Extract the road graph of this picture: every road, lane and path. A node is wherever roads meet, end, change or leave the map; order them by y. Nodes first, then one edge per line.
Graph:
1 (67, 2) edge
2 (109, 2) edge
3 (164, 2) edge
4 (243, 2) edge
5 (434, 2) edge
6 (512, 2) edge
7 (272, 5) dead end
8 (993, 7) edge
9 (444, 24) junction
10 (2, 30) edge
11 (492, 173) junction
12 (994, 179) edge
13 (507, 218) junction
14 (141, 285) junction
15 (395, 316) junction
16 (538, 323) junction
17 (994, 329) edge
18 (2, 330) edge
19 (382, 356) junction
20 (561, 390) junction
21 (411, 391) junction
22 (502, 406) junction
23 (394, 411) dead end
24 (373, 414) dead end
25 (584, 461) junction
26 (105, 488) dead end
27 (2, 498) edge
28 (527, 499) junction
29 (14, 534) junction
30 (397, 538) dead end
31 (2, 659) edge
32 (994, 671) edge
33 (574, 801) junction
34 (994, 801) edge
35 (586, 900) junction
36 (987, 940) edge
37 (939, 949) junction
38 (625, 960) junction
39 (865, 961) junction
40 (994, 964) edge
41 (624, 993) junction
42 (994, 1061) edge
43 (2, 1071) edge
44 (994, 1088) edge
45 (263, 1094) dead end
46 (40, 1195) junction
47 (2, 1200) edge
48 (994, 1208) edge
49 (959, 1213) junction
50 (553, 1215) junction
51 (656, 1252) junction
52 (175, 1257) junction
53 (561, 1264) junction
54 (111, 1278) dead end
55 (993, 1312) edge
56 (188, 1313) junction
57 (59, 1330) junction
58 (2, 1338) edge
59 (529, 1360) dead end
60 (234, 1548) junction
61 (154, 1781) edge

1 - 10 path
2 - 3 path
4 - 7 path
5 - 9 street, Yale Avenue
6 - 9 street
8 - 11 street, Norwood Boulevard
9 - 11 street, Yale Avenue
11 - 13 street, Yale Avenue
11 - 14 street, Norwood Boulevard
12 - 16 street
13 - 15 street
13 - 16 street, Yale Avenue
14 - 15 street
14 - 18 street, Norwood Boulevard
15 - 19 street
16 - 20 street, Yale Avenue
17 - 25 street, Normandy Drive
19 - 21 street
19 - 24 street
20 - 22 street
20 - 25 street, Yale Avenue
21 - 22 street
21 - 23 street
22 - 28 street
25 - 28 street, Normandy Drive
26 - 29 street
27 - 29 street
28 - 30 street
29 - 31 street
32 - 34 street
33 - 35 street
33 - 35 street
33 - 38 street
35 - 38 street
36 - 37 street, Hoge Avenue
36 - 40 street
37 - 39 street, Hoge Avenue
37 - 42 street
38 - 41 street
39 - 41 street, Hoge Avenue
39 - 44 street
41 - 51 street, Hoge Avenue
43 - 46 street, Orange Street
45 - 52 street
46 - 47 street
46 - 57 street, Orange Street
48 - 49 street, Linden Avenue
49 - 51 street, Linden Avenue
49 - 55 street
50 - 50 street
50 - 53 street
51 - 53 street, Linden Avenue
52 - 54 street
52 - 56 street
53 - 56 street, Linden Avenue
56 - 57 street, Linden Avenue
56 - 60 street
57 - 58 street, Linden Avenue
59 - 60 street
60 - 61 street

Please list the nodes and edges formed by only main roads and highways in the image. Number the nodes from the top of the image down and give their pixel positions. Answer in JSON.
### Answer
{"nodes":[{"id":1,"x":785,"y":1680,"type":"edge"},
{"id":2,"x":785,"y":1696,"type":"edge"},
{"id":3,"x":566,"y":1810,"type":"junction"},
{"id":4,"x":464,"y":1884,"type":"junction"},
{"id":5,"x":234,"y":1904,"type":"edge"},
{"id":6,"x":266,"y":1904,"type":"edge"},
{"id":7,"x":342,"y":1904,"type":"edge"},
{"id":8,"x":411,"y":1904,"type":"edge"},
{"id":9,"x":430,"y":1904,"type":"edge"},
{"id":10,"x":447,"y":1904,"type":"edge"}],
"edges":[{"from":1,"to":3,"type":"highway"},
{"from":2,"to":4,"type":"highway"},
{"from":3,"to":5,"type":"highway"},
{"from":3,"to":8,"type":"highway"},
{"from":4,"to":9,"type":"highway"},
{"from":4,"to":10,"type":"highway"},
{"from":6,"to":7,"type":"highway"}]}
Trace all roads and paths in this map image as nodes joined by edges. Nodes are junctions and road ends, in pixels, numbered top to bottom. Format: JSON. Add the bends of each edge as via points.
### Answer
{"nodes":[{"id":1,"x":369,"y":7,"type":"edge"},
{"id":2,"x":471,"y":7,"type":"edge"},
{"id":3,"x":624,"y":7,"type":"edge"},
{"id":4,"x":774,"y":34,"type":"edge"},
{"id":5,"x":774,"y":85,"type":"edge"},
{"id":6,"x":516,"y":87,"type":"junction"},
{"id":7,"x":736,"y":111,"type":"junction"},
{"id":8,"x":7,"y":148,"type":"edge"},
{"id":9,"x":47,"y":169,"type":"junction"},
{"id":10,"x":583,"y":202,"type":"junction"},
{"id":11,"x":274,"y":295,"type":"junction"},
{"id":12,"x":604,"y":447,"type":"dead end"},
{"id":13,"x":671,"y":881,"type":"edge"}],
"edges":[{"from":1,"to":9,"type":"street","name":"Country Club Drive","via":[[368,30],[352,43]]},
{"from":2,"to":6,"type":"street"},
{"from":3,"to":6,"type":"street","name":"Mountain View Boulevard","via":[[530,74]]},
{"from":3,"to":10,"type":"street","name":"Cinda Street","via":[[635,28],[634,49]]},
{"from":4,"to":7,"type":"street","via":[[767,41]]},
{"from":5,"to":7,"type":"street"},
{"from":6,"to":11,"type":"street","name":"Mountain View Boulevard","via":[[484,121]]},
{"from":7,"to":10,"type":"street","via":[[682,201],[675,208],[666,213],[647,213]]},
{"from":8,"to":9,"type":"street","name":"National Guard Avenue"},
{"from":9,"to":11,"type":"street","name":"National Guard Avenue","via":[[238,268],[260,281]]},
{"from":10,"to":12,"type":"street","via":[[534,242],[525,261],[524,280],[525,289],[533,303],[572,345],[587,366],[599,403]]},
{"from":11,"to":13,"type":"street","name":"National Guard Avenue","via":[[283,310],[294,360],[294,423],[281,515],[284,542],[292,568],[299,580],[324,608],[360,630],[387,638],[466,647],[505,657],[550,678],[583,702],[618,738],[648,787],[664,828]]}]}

++++++++++

#### Exercise prompt
Every line of the listing that includes the word "image" must be copied.

#### Written answer
Please list the nodes and edges formed by only main roads and highways in the image. Number the nodes from the top of the image down and give their pixel positions. Answer in JSON.
Trace all roads and paths in this map image as nodes joined by edges. Nodes are junctions and road ends, in pixels, numbered top to bottom. Format: JSON. Add the bends of each edge as via points.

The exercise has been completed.